What steps should spinal surgeons take to optimise outcomes and ensure correct procedure and patient selection?

Suggestions:

  • Ensuring attempts at the correct diagnosis have been made through investigations and the addition of testing the suspected pain generators e.g. discography in the case of suspected discogenic back pain or sacroiliac/facet joint block for suspected sacro-iliac or facet pain; SPECT and MR spectroscopy scans have also been reported to have clinical utility through high sensitivity in ruling out the disc as a pain generator; Electrodiagnostic testing indirectly suggests significant disc pathology if radiculopathy is diagnosed through the effect of the disc upon the nerves in the spinal canal or neuroforamen.

  • Appropriate perioperative care with optimisation through conditioning (physiotherapy), management of comorbidities (physician or general practitioner) and appropriate planning.
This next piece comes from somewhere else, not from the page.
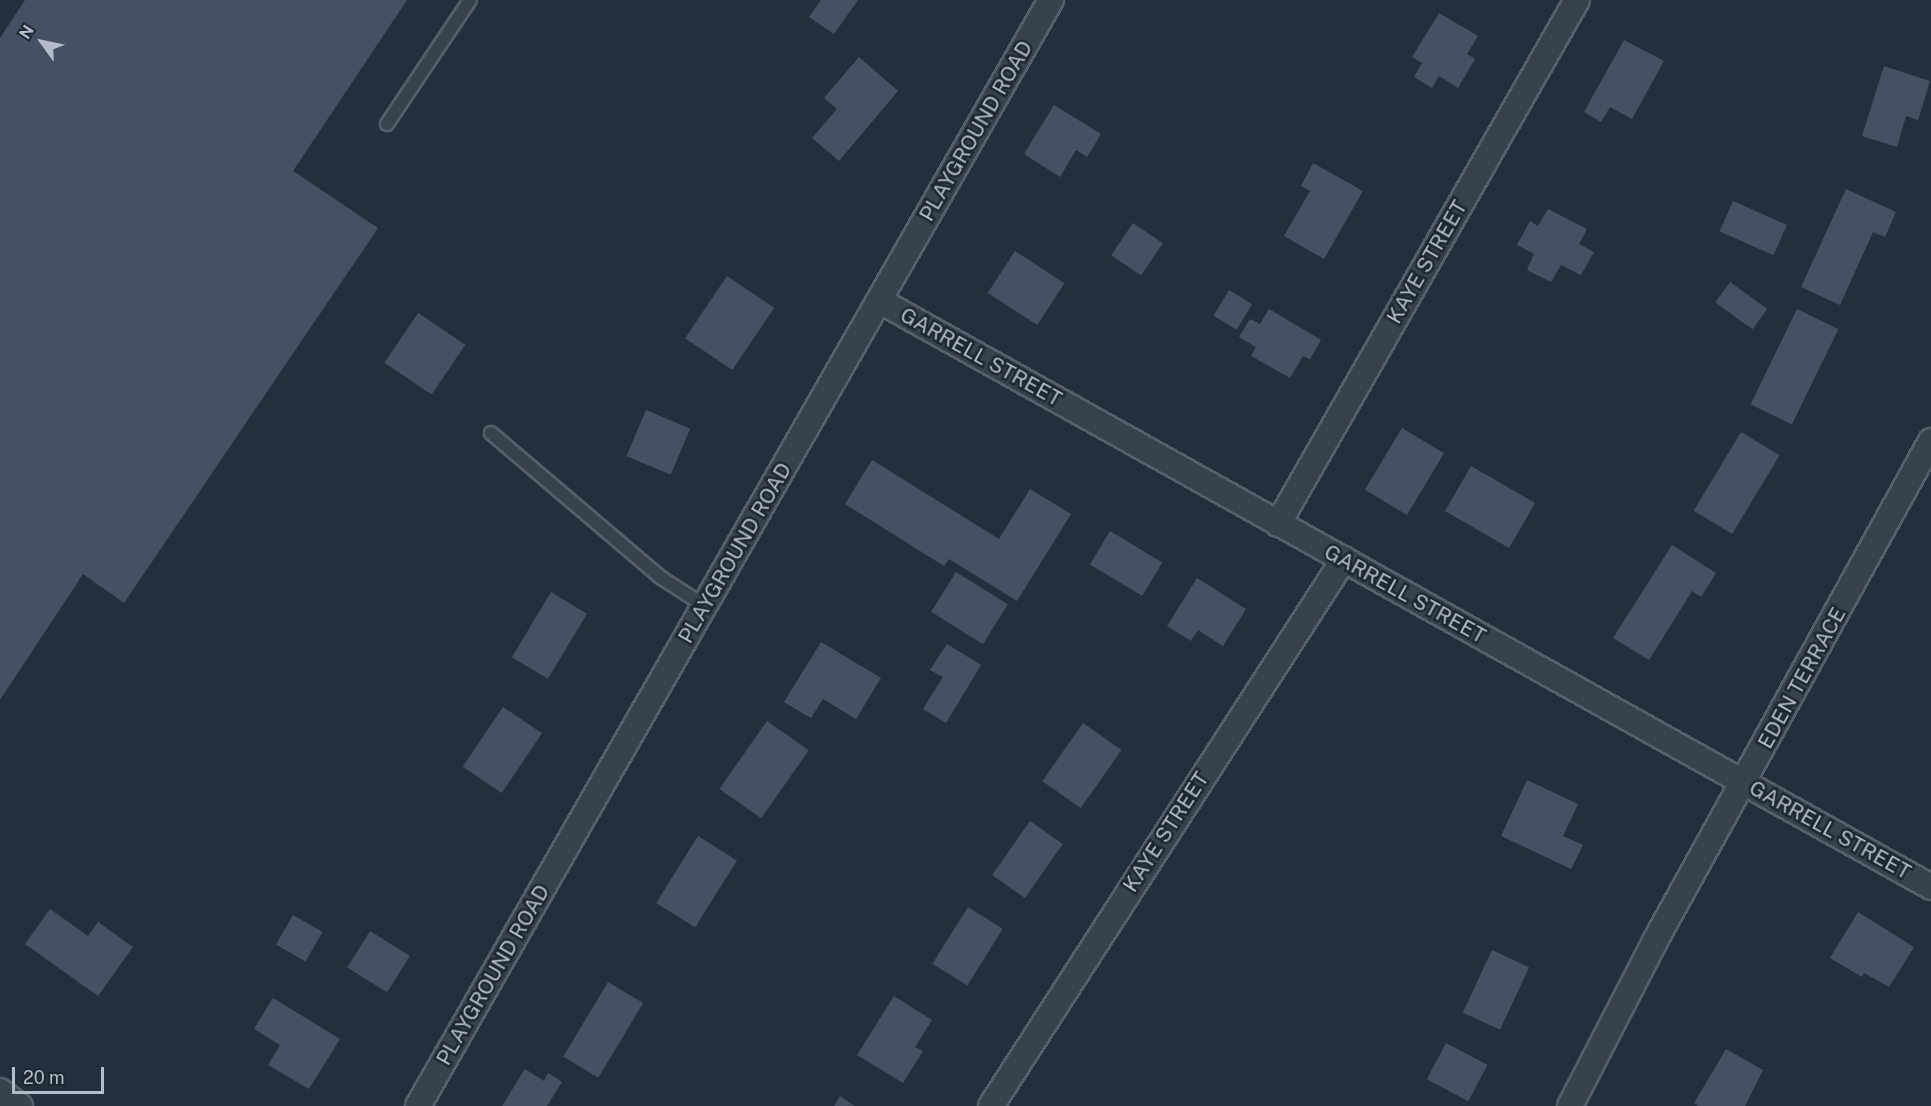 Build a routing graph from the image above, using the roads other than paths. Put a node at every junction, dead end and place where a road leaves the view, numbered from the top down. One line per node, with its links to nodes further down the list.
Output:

  • Risk calculators and patient selection tools are important for prognosis of the intervention and expectation management.

  • Planning for degenerative lumbosacral conditions should include specific evidence of assessment of pelvic and sagittal parameters – where there is often a ‘hidden deformity’ (Barrey et al. 2011) as the treatment plan is compromised without this (e.g. EOS or standing alignment radiographs). To our knowledge, this has not been routinely undertaken by spinal surgeons and should become the standard of care for appropriate planning and validation of treatment strategy and avoiding creating a deformity by inadequate surgery.

  • Interbody devices (either devices intended for fusion or motion-preserving device such as total disc prosthesis) as opposed to posterolateral fusion only strategies should be utilised for discogenic back pain. Posterolateral fusions which do not incorporate interbody devices have been shown to have poorer results (Barrick et al. 2000; Weatherley 1986; Greenough et al. 1998). The case of sacroiliac joint fusion is unique and there are currently several accepted methods to obtain fusion.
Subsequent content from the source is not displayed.